STFormer : Spatial Temporal Spiking Transformer
Our work achieves state-of-the-art image classification using innovative spatial-temporal handling.
摘要
评审与讨论
This article suggests Spatial Core and Temporal Core and Spiking Gated Attention (SGA), the resulted spike transformer could achieve state-of-the-art accuracy across almost all dynamic and static datasets. Specifically the writer is able to demonstrate the ablation experiments showing the ST-Core and SGA indeed could boost the performance.
优点
see the summary
缺点
-
What is the baseline model on the ablation experiments? Is the baseline model for your own architecture or other study’s baseline? The study has shown that without the STCore and SGA, the trained model already has excellent performance (80.9% on DVS-CIFAR10) while general accuracy from other studies as shown in your table are below 80%. Would this also mean that the work in accuracy boost may not be very effective (1-2% boost) while spending extra computing resources?
-
Minor mistake on 3.1 preliminaries. Equation 3 referencing.
-
Excellent drawing on figures. However, fonts could be larger fig 1. The words in grey box may be larger. V_mem, Th_i, U_i^t too small. “CTRL” long form explanation. Also, font in figure 2 is too small. (Conv5 +BN)
-
Lack of details comparison, such as epochs and number of params, with other state-of-the-art Transformer design. A “table” manner may better emphases the data for readers to justify the improved accuracy is not because of brute-force parameters increment.
问题
see the weakness
This paper proposes a spiking transformer that uses both Spatial Core and Temporal Core to extract spatial-temporal dynamics and designs the Spiking Guided Attention module to fuse them for enhanced contextual understanding. It achieves state-of-the-art results on CIFAR10 and CIFAR100 datasets.
优点
-
This paper proposes an architecture that combines temporal and spatial convolutions and introduces a cross-attention-like mechanism to extract richer spatial-temporal features.
-
The proposed method demonstrates significant performance improvements on CIFAR datasets compared to the prior state-of-the-art.
缺点
-
This paper lacks rigor in explaining key technical details. The core modules ST-Core and SGA are only briefly described through figures, lacking precise mathematical definitions or details on the construction methodology.
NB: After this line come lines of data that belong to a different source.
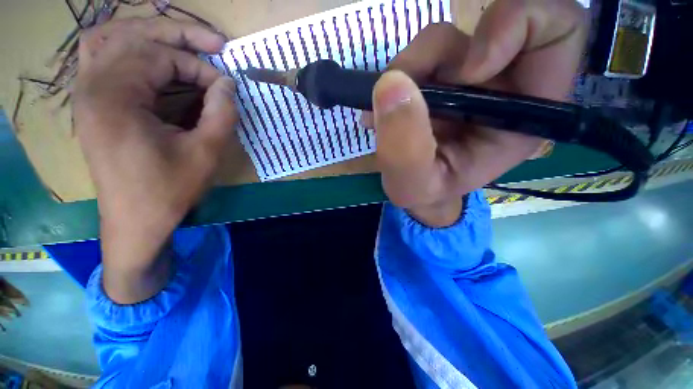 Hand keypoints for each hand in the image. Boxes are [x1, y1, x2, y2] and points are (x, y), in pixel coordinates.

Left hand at [73, 18, 237, 302]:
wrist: (136, 221)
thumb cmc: (169, 191)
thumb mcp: (206, 153)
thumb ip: (221, 113)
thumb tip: (228, 84)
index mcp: (115, 97)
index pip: (161, 56)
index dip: (200, 69)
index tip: (225, 89)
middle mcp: (92, 85)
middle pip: (133, 34)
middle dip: (179, 35)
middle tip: (215, 44)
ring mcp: (87, 93)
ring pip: (111, 38)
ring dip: (150, 35)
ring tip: (184, 44)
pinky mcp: (92, 105)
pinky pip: (103, 58)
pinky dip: (129, 49)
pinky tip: (152, 59)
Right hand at [368, 0, 587, 226]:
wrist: (415, 191)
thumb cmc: (424, 192)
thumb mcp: (412, 185)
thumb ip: (404, 149)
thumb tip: (392, 85)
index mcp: (520, 115)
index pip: (560, 34)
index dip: (518, 26)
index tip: (466, 71)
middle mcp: (500, 87)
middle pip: (486, 26)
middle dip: (430, 55)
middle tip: (399, 91)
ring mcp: (465, 79)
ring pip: (441, 40)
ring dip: (404, 71)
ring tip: (381, 114)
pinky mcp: (437, 78)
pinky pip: (417, 56)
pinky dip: (393, 77)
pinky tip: (381, 109) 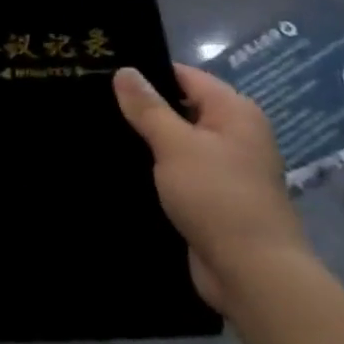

This makes it difficult to fully comprehend the technical contributions.
-
This paper does not provide comparisons to existing spiking transformer architectures. The innovations and contributions compared to prior works are unclear.
-
Due to the unclear details, the credibility of the results is difficult to ascertain. Providing codes or more comprehensive analyses would strengthen the empirical evaluations.
问题
Major
-
The STFormer seems to sequentially leverages convolutions in spatial and temporal dimensions, and fuses their outputs via a cross-attention mechanism. Please confirm if this understanding is accurate.
-
Figure 2 is the sole explanation of the whole architecture, but lacks legends to clarify components like “CTRL”. More descriptive captions could improve the clarity.
-
The formulations in Eq. 4-12 introduce many new concepts without definitions in the preceding sections. For example, the definitions of SpatialCore and TemporalCore are unclear; it is unknown whether SpikeNeuron refers to LIF; it is still unclear what RPE refers to after reading the full paper, etc.
-
The definition of the Spatial-Temporal Core in Section 3.3 is slightly vague. My interpretation is that the Spatial Core refers to the 3-layer spatial convolution with a residual connection, while the Temporal Core performs temporal convolution after collecting all output spikes in the simulation. Please confirm if this understanding is correct. Besides, the mechanism of the Temporal Core seems to introduce serious waiting latency in actual SNN deployment.
-
It seems SGA alters self-attention to cross-attention for fusing temporal representations?
-
Section 3.5 provides the energy calculation methods, but does not give estimates of the energy consumption on specific tasks. Also, AC operations are closely related to network sparsity during runtime, which is not even mentioned. More details are needed.
-
Testing on larger datasets beyond CIFAR could better demonstrate scalability and applicability to more complex tasks.
Minor
-
Last sentence of Section 2.2 Related Work: "they rarely consider the spike data", the meaning of spike data is unclear.
-
Eq. in the last part of Section 3.1 does not have a correct reference.
-
References 2 and 3 are duplicated.
: The manuscript proposes a spiking neural network which combines spatiotemporal preprocessing with a spike-based attention mechanism in order to more comprehensively map transformer-like architectures to SNNs. The resulting performance tables suggest that the approach is more successful than previous literature.
优点
The proposed architecture, from a broad-level description, seems like a plausible and appropriate step for neurormorphic network development. The reported task performance seems to confirm the choice of architecture, though comparison to non-spiking networks would help better place the overall performance.
缺点
In its current form the methods are missing too many details or too difficult to follow the overall flow of information in the network, much less to enable a true replication of the presented results. I have listed some specific points below. Without clarification of the network dynamics and architecture I cannot say that the paper is technically sound, and therefore cannot positively judge the contribution.
问题
- The equations describing LIF dynamics (1-3) appear to be incorrect. The reset equation is missing completely. Additionally, there doesn’t actually appear to be any temporal dynamics eg: U_t^L depends on the previous layer (U_t^{L-1}) rather than the previous time (U_{t-1}^(L)).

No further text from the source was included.